▶ [Directions for this task]:
Extract every line of the material that holds the string "nodes".

▶ [Source material]:
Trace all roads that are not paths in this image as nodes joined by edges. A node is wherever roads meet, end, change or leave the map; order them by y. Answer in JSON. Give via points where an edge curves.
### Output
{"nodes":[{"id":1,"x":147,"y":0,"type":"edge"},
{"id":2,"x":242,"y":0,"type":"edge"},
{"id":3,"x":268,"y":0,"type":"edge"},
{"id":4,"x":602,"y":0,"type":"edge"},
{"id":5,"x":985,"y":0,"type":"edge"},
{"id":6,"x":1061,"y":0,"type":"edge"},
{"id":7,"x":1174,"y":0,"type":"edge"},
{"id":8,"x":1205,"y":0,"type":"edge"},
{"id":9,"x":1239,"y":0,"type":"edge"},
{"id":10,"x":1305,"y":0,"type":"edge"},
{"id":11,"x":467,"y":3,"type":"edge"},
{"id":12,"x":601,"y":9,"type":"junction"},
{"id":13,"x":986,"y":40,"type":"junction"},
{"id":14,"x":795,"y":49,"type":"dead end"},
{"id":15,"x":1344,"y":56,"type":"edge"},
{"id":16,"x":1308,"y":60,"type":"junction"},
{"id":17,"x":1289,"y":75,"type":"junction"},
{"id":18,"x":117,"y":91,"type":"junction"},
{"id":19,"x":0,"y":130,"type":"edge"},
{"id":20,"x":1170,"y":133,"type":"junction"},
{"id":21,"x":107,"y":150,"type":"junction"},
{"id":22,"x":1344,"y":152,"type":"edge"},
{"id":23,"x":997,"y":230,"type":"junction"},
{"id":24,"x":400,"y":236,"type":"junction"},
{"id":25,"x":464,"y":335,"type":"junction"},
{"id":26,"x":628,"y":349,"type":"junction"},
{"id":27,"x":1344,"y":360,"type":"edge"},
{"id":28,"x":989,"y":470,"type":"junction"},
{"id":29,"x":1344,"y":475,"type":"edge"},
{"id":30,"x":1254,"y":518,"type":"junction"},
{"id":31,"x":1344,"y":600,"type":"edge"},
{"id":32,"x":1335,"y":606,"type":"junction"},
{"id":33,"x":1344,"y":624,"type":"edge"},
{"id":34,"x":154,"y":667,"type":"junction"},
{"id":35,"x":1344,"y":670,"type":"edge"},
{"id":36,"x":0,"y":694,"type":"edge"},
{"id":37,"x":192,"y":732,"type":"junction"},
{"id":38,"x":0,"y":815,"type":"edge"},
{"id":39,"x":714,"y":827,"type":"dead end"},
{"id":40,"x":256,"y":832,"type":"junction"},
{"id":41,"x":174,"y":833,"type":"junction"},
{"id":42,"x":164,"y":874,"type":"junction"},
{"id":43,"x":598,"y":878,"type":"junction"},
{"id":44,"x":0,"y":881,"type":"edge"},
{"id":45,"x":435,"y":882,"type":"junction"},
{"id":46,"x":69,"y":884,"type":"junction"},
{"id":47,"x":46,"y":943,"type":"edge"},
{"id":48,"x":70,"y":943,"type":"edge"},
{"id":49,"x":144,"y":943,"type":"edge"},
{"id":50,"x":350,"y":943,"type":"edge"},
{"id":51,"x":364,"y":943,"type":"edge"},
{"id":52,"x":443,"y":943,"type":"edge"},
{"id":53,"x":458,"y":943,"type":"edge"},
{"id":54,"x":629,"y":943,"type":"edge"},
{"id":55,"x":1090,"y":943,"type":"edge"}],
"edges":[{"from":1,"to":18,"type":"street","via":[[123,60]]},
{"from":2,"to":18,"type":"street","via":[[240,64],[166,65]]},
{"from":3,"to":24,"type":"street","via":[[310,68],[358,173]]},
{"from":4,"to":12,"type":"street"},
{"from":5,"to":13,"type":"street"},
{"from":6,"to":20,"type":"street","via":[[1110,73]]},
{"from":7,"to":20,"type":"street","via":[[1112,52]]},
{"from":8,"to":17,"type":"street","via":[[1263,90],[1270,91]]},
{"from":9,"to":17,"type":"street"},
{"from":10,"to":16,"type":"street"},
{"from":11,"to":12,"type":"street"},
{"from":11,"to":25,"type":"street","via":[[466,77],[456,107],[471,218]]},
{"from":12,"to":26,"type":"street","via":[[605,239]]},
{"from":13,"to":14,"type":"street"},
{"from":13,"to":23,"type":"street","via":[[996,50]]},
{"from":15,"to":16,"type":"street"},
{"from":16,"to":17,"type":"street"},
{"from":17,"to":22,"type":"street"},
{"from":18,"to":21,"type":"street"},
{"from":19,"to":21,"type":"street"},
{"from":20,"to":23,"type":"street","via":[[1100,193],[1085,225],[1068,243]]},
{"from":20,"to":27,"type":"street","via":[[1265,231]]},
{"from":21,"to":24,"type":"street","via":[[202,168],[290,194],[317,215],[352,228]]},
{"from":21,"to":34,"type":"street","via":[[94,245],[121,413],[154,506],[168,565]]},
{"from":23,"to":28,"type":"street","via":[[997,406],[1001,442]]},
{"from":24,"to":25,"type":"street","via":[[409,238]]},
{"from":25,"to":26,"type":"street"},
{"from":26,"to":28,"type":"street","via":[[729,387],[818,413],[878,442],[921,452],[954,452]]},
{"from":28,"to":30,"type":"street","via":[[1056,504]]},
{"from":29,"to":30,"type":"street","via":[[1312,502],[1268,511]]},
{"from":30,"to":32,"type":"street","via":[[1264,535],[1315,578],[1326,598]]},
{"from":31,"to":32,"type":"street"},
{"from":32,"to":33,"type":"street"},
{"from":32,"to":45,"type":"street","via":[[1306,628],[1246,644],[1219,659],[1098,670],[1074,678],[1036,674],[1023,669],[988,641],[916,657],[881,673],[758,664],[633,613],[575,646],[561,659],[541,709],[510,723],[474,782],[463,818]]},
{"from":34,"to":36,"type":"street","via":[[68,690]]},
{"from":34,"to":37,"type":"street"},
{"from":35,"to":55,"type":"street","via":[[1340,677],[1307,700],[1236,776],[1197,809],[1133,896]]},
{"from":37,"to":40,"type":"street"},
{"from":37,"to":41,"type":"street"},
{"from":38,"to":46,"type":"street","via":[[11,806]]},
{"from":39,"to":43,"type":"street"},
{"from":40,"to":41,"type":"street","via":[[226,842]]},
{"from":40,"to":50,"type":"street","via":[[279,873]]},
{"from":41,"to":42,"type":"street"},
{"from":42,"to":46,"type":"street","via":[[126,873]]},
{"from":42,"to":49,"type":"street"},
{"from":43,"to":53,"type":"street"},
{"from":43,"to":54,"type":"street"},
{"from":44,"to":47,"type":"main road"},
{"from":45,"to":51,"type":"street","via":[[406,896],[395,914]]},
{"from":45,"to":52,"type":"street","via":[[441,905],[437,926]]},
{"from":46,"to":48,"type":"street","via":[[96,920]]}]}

▶ [Solution to the problem]:
Trace all roads that are not paths in this image as nodes joined by edges. A node is wherever roads meet, end, change or leave the map; order them by y. Answer in JSON. Give via points where an edge curves.
{"nodes":[{"id":1,"x":147,"y":0,"type":"edge"},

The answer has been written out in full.